In Cork can be found to this day, French Church Street - a reminder of days when they had their own place of worship in that city. Many of the Huguenot immigrants to Cork were talented gold and silversmiths. In that diocese there is much church silver Communion plate - the product of the Goble family, father and son who were both named Robert.

Others were interested in education and it is reasonable to suppose that Rochelle school's name harped back to this. Near to Cork they were found in considerable numbers in Youghal and Innishannon where they worshipped in the respective Church of Ireland churches. Indeed as in Dublin they were eventually assimilated into the Church of Ireland. Names to-day like Defoubert, Delap, Duklow (Duclos), Fleury, and Perdue are reminders of a remarkable people and their story is told in "Silver Sails and Silk Huguenots in Cork 1685-1850', by Alicia St Leger (1991). 

So I come to the main purpose of this evening the launching of "The Huguenots of Lisburn, the Story of the Lost Colony". Again I reiterate our gratitude to Joyce Best, Dr Kathleen Rankin and all involved in this timely book and if I may say a long overdue story told. 

Huguenots came here in the 17th century and their part in the development of, what we now call, the Borough has been largely neglected or forgotten. The first arrivals came in the 1660's but the best-known Louis Crommelin did not settle until 1698 when encouraged by King William III to expand and develop the linen industry in the area.

After a brief history of these interesting people the book tells of the beginnings of the colony. It is noted with interest that the Boomer family (originally Bulmer) must have been amongst the first arrivals for when King William was en route from Carrickfergus to the River Boyne. He had trouble with his carriage crossing the River Lagan at Drumbeg where he had an enforced stop while his carriage was repaired by Rene Bulmer (Boomer), the local blacksmith whose family were described as in the phrase of the day "Protestant Strangers". Incidentally we are told that on leaving he gave Mrs Boomer an embrace; I hope her husband was properly paid! Painstakingly the book offers pen portraits of many immigrant families connected with our town. Pride of place rightly goes to the Crommelin family for Louis was the father of what became the flourishing Irish linen trade and he brought with him some 70 linen makers to set up the industry here. While in the south of Ireland the linen schemes almost petered out, the Crommelin legacy was for centuries one of the backbones of the Ulster economy. Preaching in the 18th century the Rev Philip Skelton a noted Church of Ireland cleric of that time said "The men who planted this trade among us in the space of half a century have turned our wilderness into a garden". High praise but it must also be noted that these men and their families brought to this country other gifts e.g. in the realm of Literary journalism, librarianship, banking, working in silk, poplin, sugar refining, and horticulture. Many also served with distinction as clergymen.

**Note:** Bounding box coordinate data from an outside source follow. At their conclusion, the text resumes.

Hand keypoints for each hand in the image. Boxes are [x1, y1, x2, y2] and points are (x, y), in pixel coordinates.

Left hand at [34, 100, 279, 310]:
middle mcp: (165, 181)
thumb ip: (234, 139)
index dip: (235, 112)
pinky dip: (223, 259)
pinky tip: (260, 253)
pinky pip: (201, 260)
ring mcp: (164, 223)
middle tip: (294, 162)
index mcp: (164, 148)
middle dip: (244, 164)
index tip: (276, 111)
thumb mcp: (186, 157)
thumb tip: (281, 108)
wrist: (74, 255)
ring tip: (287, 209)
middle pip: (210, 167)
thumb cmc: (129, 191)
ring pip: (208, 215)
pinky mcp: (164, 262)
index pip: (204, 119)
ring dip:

There is an interesting chapter on the early Huguenot pastors in this town of which undoubtedly the Rev Saumarez Du Bourdieu is the most outstanding. Father and son gave much to Lisburn and its hinterland. Here to this day in Christ Church Cathedral is a monument to Saumarez Du Bourdieu who died in 1812; also the grave of Louis Crommelin and other members of his family are interred in the churchyard. After four generations the Huguenots were virtually assimilated into the life of the Church of Ireland. 

The author lists some ninety surnames of Huguenot stock originally connected with Lisburn and some of these are still with us Alderdice (originally Alderduis), Boomer (Originally Bulmer), Frizzelle (originally Frizze), Mayes, Refausse (originally Refasse). This well written and excellently illustrated book is a reminder of our goodly heritage here in Lisburn, of a group of refugees who contributed enormously to this town and far beyond its environs. I commend it to you; every citizen of the Borough should proudly possess a copy and we have in it a very good idea for a Christmas present in 1997.